** Opening Provided data block **

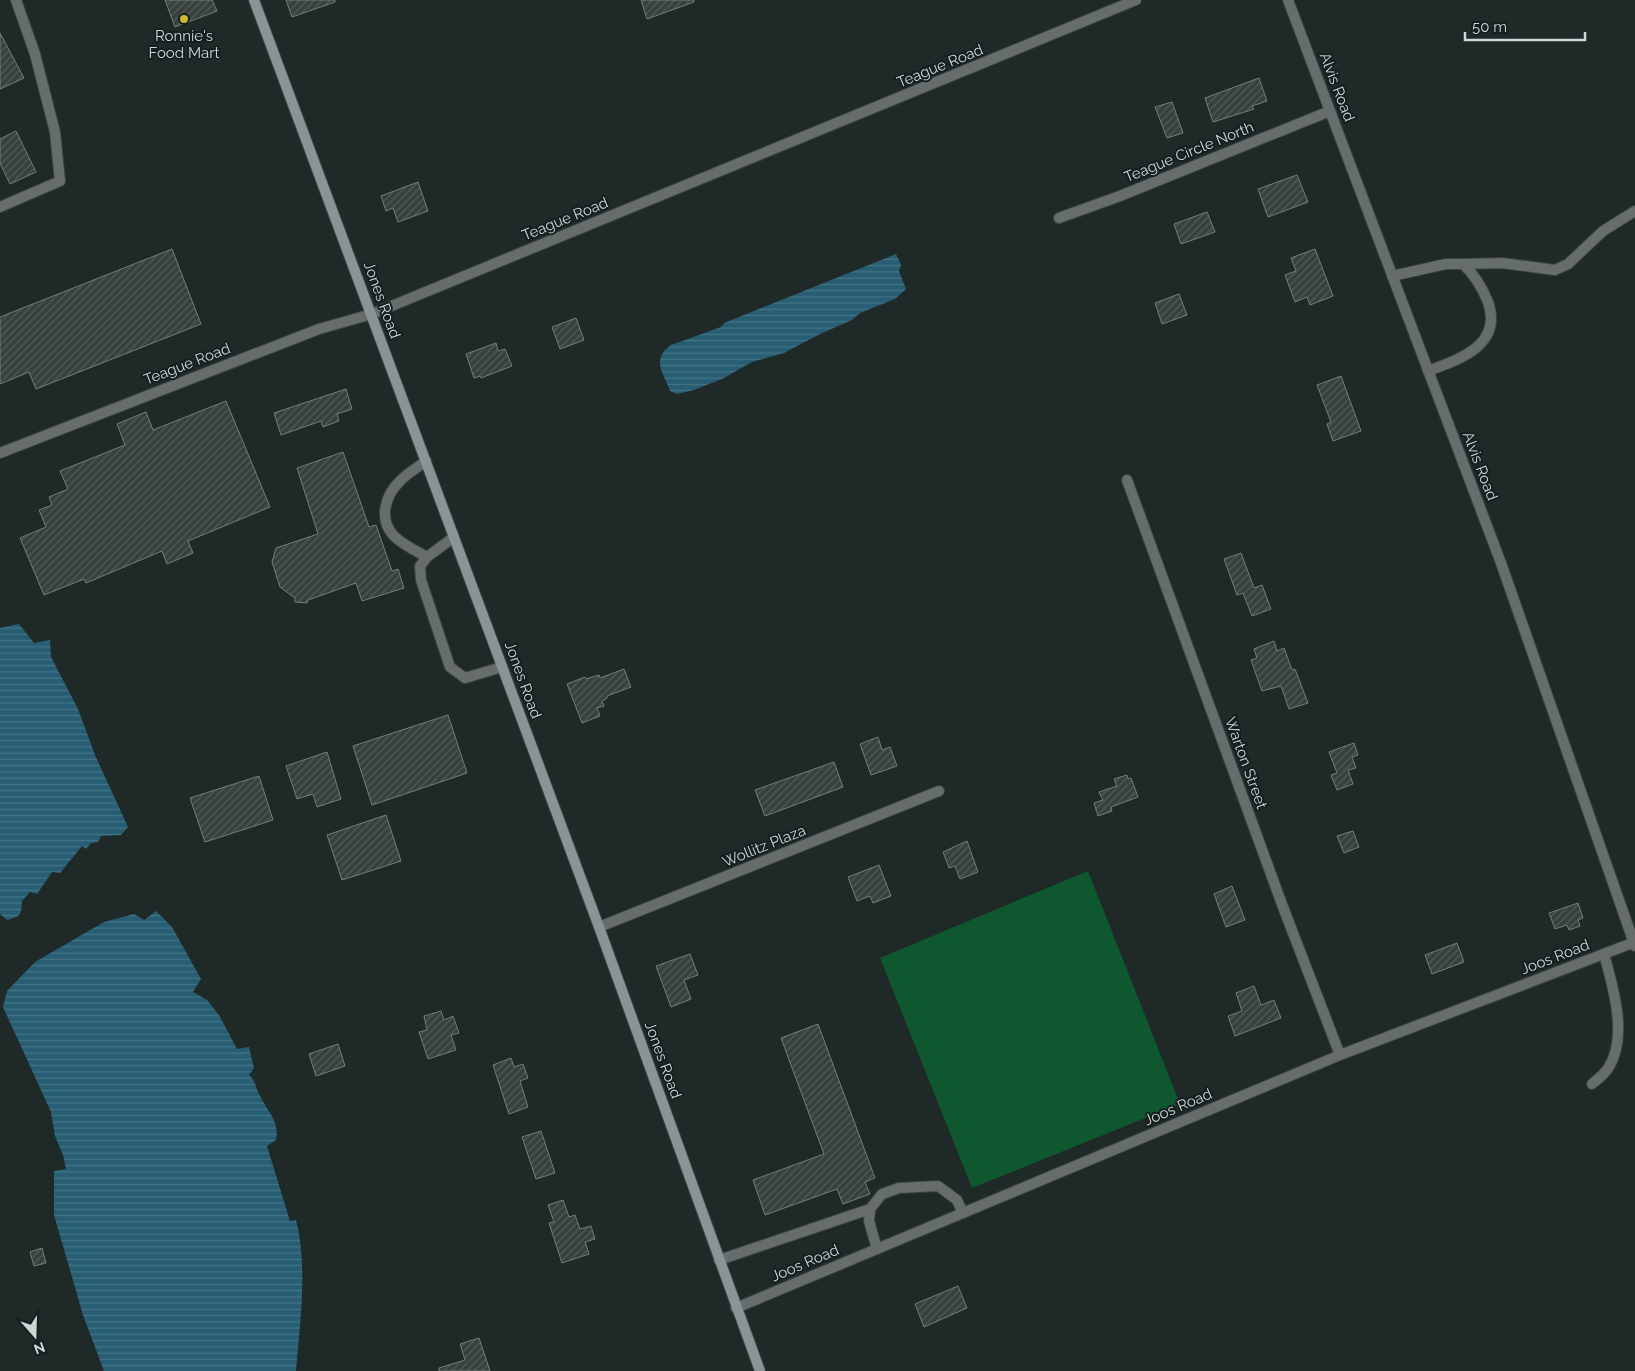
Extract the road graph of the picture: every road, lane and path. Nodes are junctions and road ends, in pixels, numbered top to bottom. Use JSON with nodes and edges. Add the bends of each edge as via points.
{"nodes":[{"id":1,"x":16,"y":0,"type":"edge"},
{"id":2,"x":254,"y":0,"type":"edge"},
{"id":3,"x":1136,"y":0,"type":"edge"},
{"id":4,"x":1288,"y":0,"type":"edge"},
{"id":5,"x":1330,"y":111,"type":"junction"},
{"id":6,"x":0,"y":206,"type":"edge"},
{"id":7,"x":1635,"y":211,"type":"edge"},
{"id":8,"x":1059,"y":218,"type":"dead end"},
{"id":9,"x":1463,"y":264,"type":"junction"},
{"id":10,"x":1392,"y":276,"type":"junction"},
{"id":11,"x":372,"y":314,"type":"junction"},
{"id":12,"x":1428,"y":371,"type":"junction"},
{"id":13,"x":0,"y":453,"type":"edge"},
{"id":14,"x":426,"y":461,"type":"junction"},
{"id":15,"x":1127,"y":480,"type":"dead end"},
{"id":16,"x":454,"y":537,"type":"junction"},
{"id":17,"x":427,"y":557,"type":"junction"},
{"id":18,"x":502,"y":667,"type":"junction"},
{"id":19,"x":939,"y":791,"type":"dead end"},
{"id":20,"x":599,"y":927,"type":"junction"},
{"id":21,"x":1635,"y":943,"type":"edge"},
{"id":22,"x":1604,"y":954,"type":"junction"},
{"id":23,"x":1340,"y":1055,"type":"junction"},
{"id":24,"x":1592,"y":1084,"type":"dead end"},
{"id":25,"x":870,"y":1209,"type":"junction"},
{"id":26,"x":963,"y":1213,"type":"junction"},
{"id":27,"x":877,"y":1249,"type":"junction"},
{"id":28,"x":719,"y":1260,"type":"junction"},
{"id":29,"x":736,"y":1308,"type":"junction"},
{"id":30,"x":760,"y":1371,"type":"edge"}],
"edges":[{"from":1,"to":6,"type":"street","via":[[55,132],[60,181]]},
{"from":2,"to":11,"type":"street","name":"Jones Road"},
{"from":3,"to":11,"type":"street","name":"Teague Road"},
{"from":4,"to":5,"type":"street","name":"Alvis Road"},
{"from":5,"to":8,"type":"street","name":"Teague Circle North"},
{"from":5,"to":10,"type":"street","name":"Alvis Road"},
{"from":7,"to":9,"type":"street","via":[[1603,231],[1568,264],[1555,270],[1502,264]]},
{"from":9,"to":10,"type":"street","via":[[1446,264]]},
{"from":9,"to":12,"type":"street","via":[[1483,289],[1490,310],[1491,324],[1487,337],[1474,350]]},
{"from":10,"to":12,"type":"street","name":"Alvis Road"},
{"from":11,"to":13,"type":"street","name":"Teague Road","via":[[319,329]]},
{"from":11,"to":14,"type":"street","name":"Jones Road"},
{"from":12,"to":21,"type":"street","name":"Alvis Road","via":[[1504,572]]},
{"from":14,"to":16,"type":"street","name":"Jones Road"},
{"from":14,"to":17,"type":"street","via":[[400,481],[384,505],[385,522],[392,534]]},
{"from":15,"to":23,"type":"street","name":"Warton Street"},
{"from":16,"to":17,"type":"street"},
{"from":16,"to":18,"type":"street","name":"Jones Road"},
{"from":17,"to":18,"type":"street","via":[[420,566],[422,580],[450,667],[465,678]]},
{"from":18,"to":20,"type":"street","name":"Jones Road"},
{"from":19,"to":20,"type":"street","name":"Wollitz Plaza"},
{"from":20,"to":28,"type":"street","name":"Jones Road"},
{"from":21,"to":22,"type":"street","name":"Joos Road"},
{"from":22,"to":23,"type":"street","name":"Joos Road"},
{"from":22,"to":24,"type":"street","via":[[1615,1001],[1616,1053],[1608,1069]]},
{"from":23,"to":26,"type":"street","name":"Joos Road"},
{"from":25,"to":26,"type":"street","via":[[882,1194],[899,1188],[938,1186],[957,1200]]},
{"from":25,"to":27,"type":"street","via":[[869,1221]]},
{"from":25,"to":28,"type":"street"},
{"from":26,"to":27,"type":"street","name":"Joos Road"},
{"from":27,"to":29,"type":"street","name":"Joos Road"},
{"from":28,"to":29,"type":"street","name":"Jones Road"},
{"from":29,"to":30,"type":"street","name":"Jones Road"}]}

** Closing Provided data block **

### Exercise brief
The material above must be set down word for word, with no picture carried over.

### Solution
Extract the road graph of the picture: every road, lane and path. Nodes are junctions and road ends, in pixels, numbered top to bottom. Use JSON with nodes and edges. Add the bends of each edge as via points.
{"nodes":[{"id":1,"x":16,"y":0,"type":"edge"},
{"id":2,"x":254,"y":0,"type":"edge"},
{"id":3,"x":1136,"y":0,"type":"edge"},
{"id":4,"x":1288,"y":0,"type":"edge"},
{"id":5,"x":1330,"y":111,"type":"junction"},
{"id":6,"x":0,"y":206,"type":"edge"},
{"id":7,"x":1635,"y":211,"type":"edge"},
{"id":8,"x":1059,"y":218,"type":"dead end"},
{"id":9,"x":1463,"y":264,"type":"junction"},
{"id":10,"x":1392,"y":276,"type":"junction"},
{"id":11,"x":372,"y":314,"type":"junction"},
{"id":12,"x":1428,"y":371,"type":"junction"},
{"id":13,"x":0,"y":453,"type":"edge"},
{"id":14,"x":426,"y":461,"type":"junction"},
{"id":15,"x":1127,"y":480,"type":"dead end"},
{"id":16,"x":454,"y":537,"type":"junction"},
{"id":17,"x":427,"y":557,"type":"junction"},
{"id":18,"x":502,"y":667,"type":"junction"},
{"id":19,"x":939,"y":791,"type":"dead end"},
{"id":20,"x":599,"y":927,"type":"junction"},
{"id":21,"x":1635,"y":943,"type":"edge"},
{"id":22,"x":1604,"y":954,"type":"junction"},
{"id":23,"x":1340,"y":1055,"type":"junction"},
{"id":24,"x":1592,"y":1084,"type":"dead end"},
{"id":25,"x":870,"y":1209,"type":"junction"},
{"id":26,"x":963,"y":1213,"type":"junction"},
{"id":27,"x":877,"y":1249,"type":"junction"},
{"id":28,"x":719,"y":1260,"type":"junction"},
{"id":29,"x":736,"y":1308,"type":"junction"},
{"id":30,"x":760,"y":1371,"type":"edge"}],
"edges":[{"from":1,"to":6,"type":"street","via":[[55,132],[60,181]]},
{"from":2,"to":11,"type":"street","name":"Jones Road"},
{"from":3,"to":11,"type":"street","name":"Teague Road"},
{"from":4,"to":5,"type":"street","name":"Alvis Road"},
{"from":5,"to":8,"type":"street","name":"Teague Circle North"},
{"from":5,"to":10,"type":"street","name":"Alvis Road"},
{"from":7,"to":9,"type":"street","via":[[1603,231],[1568,264],[1555,270],[1502,264]]},
{"from":9,"to":10,"type":"street","via":[[1446,264]]},
{"from":9,"to":12,"type":"street","via":[[1483,289],[1490,310],[1491,324],[1487,337],[1474,350]]},
{"from":10,"to":12,"type":"street","name":"Alvis Road"},
{"from":11,"to":13,"type":"street","name":"Teague Road","via":[[319,329]]},
{"from":11,"to":14,"type":"street","name":"Jones Road"},
{"from":12,"to":21,"type":"street","name":"Alvis Road","via":[[1504,572]]},
{"from":14,"to":16,"type":"street","name":"Jones Road"},
{"from":14,"to":17,"type":"street","via":[[400,481],[384,505],[385,522],[392,534]]},
{"from":15,"to":23,"type":"street","name":"Warton Street"},
{"from":16,"to":17,"type":"street"},
{"from":16,"to":18,"type":"street","name":"Jones Road"},
{"from":17,"to":18,"type":"street","via":[[420,566],[422,580],[450,667],[465,678]]},
{"from":18,"to":20,"type":"street","name":"Jones Road"},
{"from":19,"to":20,"type":"street","name":"Wollitz Plaza"},
{"from":20,"to":28,"type":"street","name":"Jones Road"},
{"from":21,"to":22,"type":"street","name":"Joos Road"},
{"from":22,"to":23,"type":"street","name":"Joos Road"},
{"from":22,"to":24,"type":"street","via":[[1615,1001],[1616,1053],[1608,1069]]},
{"from":23,"to":26,"type":"street","name":"Joos Road"},
{"from":25,"to":26,"type":"street","via":[[882,1194],[899,1188],[938,1186],[957,1200]]},
{"from":25,"to":27,"type":"street","via":[[869,1221]]},
{"from":25,"to":28,"type":"street"},
{"from":26,"to":27,"type":"street","name":"Joos Road"},
{"from":27,"to":29,"type":"street","name":"Joos Road"},
{"from":28,"to":29,"type":"street","name":"Jones Road"},
{"from":29,"to":30,"type":"street","name":"Jones Road"}]}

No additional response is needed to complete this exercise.